But you love breakfast for supper!

I never grew up saying ‘supper’ but after seeing Juno, whenever I have a typical breakfast meal at the end of the day, I will always think of Pauly Bleeker’s mom.

I love having breakfast for dinner. When I was young, there was nothing better than when my dad would randomly whip up a batch of blueberry pancakes and call it dinner. They always tasted amazing and I think it was partly due to the fact that they didn’t belong there- it was the wrong meal!  I mean my dad is no joke in the kitchen, but still, we were breaking the food rules and it tasted gooood.

These days, I love nothing more than having eggs for dinner. It’s a great way to get in a high protein meal at the end of the day and eggs are incredibly versatile. I should also mention that I have the cutest egg pan in all of the land, compliments of mama Clemenza.

 

The egg actually is pretty incredible. It has to be since a baby chick needs all of those important nutrients- kind of weird to think about but it’s true! Eggs contains things like choline which promotes brain function. While that is not only great for those of us living outside of a uterus, pregnant women should especially focus on getting this nutrient if they want to make smart little babies (you can start forcing your offspring to be geniuses even before the Baby Einstein program!). Then there’s the folate and riboflavins which are B vitamins that help the body convert food into energy. There are also vitamins A and C which help promote healthy skin and prevent damage to the body by those pesky free radicals.

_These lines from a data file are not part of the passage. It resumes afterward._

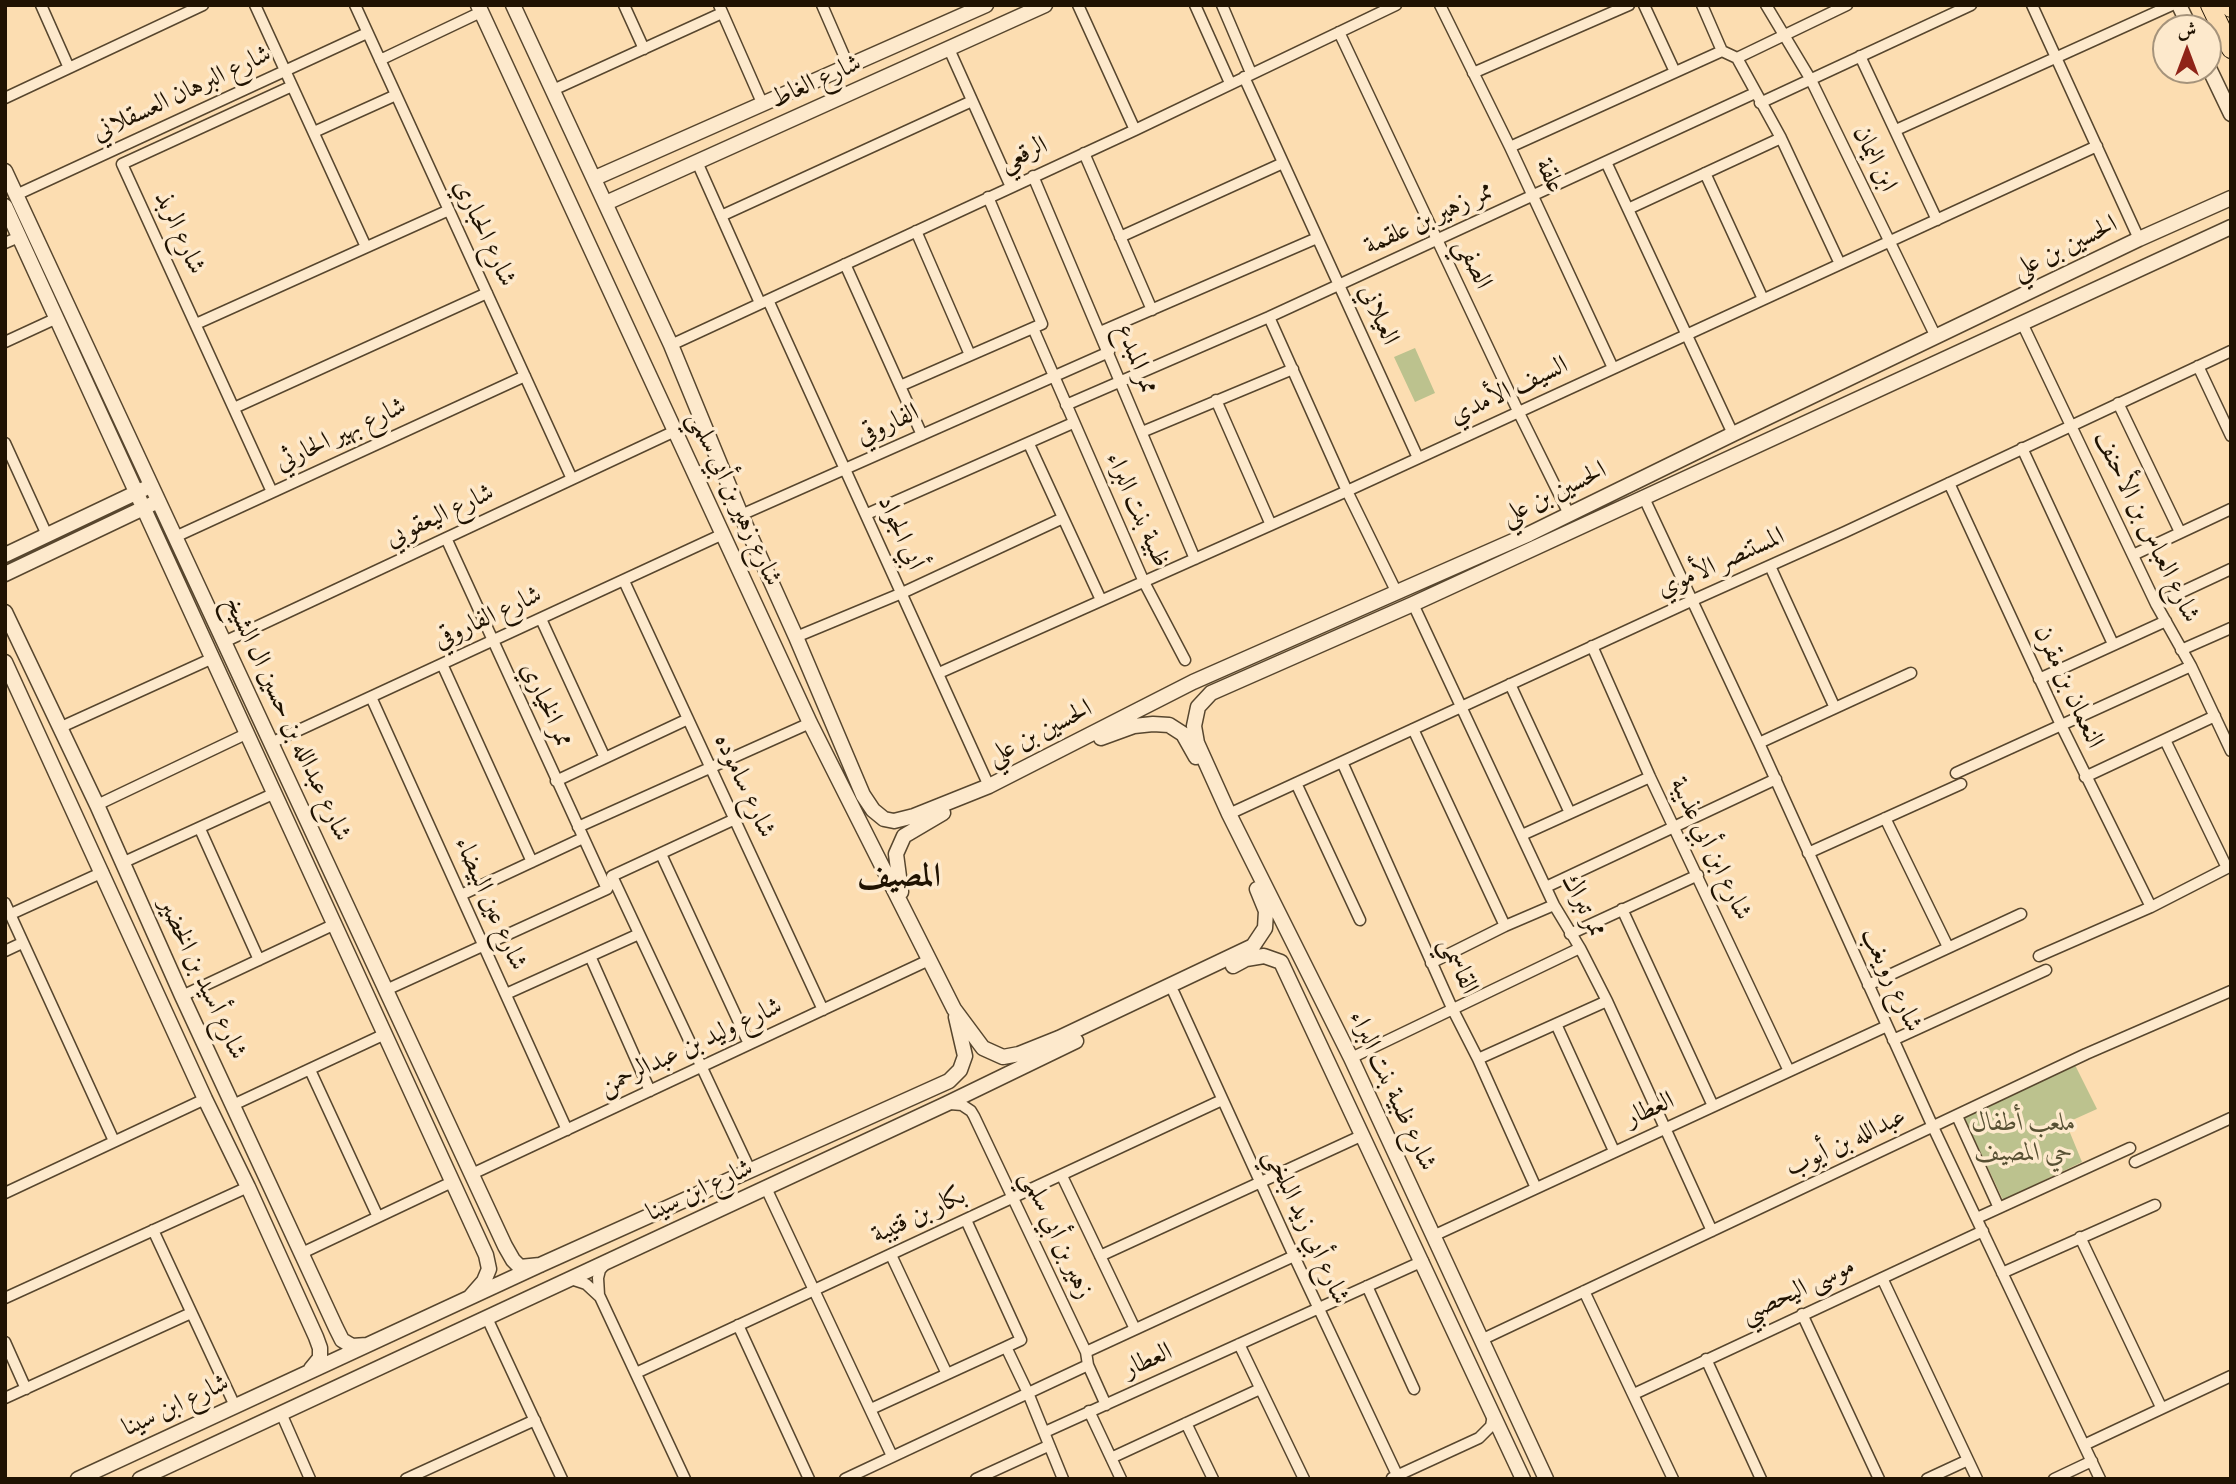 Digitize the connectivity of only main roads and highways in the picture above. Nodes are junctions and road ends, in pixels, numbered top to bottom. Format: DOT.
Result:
graph roads {
  1 [pos="2210,5"];
  2 [pos="2231,49"];
  1 -- 2 [label="main road"];
}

Heavy on the vitamins and light on the calories. Plus, eggs are CHEAP and that makes me smile. It can be confusing, however, to know which egg carton is the best. They are all boasting free range, chemical free, omega 3’s, etc. etc. A lot of times, manufacturers will stamp these buzz words all over cartons in order to trick consumers. Well, I will not stand for such trickery.

Which Eggs Should I Buy?

The best places to buy eggs are from local farmers who raise chickens on wide open pastures with plenty of space. You wouldn’t think NYC would be an ideal place to find such magically delicious eggs, but you would be wrong. Check out LocalHarvest.org, enter your zip, and track down some natural eggs. Chickens kept in battery cages produce a lower quality egg, which is not surprising. If you were sad and concealed in a small box while being fed crap, not allowed to run around and play, you would not produce your best work either. When hens are kept on pastures where they can exhibit natural behaviors, they lay eggs with higher vitamin and omega-3 fatty acid levels compared to commercially fed, caged hens.

Cage-Free:

Now this might bring to mind chickens pecking away on a sprawling green on a sunny day, free to run around and lay eggs as they please. Often times, cage-free is not as ideal as that lovely country scene I just painted for you. It’s still much better than battery cages but often times the hens are kept in enclosed buildings. This at least means that the chickens can spread their wings and nest in boxes, although it does not necessarily mean that antibiotics have not been used.

Free-Range:

Chickens are allowed outside of barns or warehouses but farmers aren’t required to provide any specific amount of time outside and there are no third party restrictions.

Organic:

Hens are fed organic feed (no pesticides, antibiotics or animal products) and are offered access to the outdoors. Although not guaranteeing that the animals ever go outside, they are not enclosed in cages and annual inspections are required.

Natural:

Really doesn’t mean all that much, which is pretty standard these days. This basically means that nothing was done to the finished product (the egg) but it doesn’t tell us anything about the life and treatment of the chicky.

Pastured:

These chickens are housed in portable shelters that are frequently moved to give chickens fresh pastures. Again, no inspection is required but your best bet is to buy eggs from hens at a local farm that raises hens organically.

Certified Humane:

Chickens are not kep in cages but can be kept indoors. The Human Farm Animal Care program sets limits on the number of hens allowed in a certain space but there are no regulations on whether the hen must be fed organically.

You should also know that there is no difference between white eggs and brown eggs. White eggs come from chickens with white feathers and brown eggs come from chickens with brown feathers.

Woo so that’s A LOT of info. But go out and get your hands on some yummy, nutritious eggs. And maybe have ’em for supper if you’re feeling really crazy.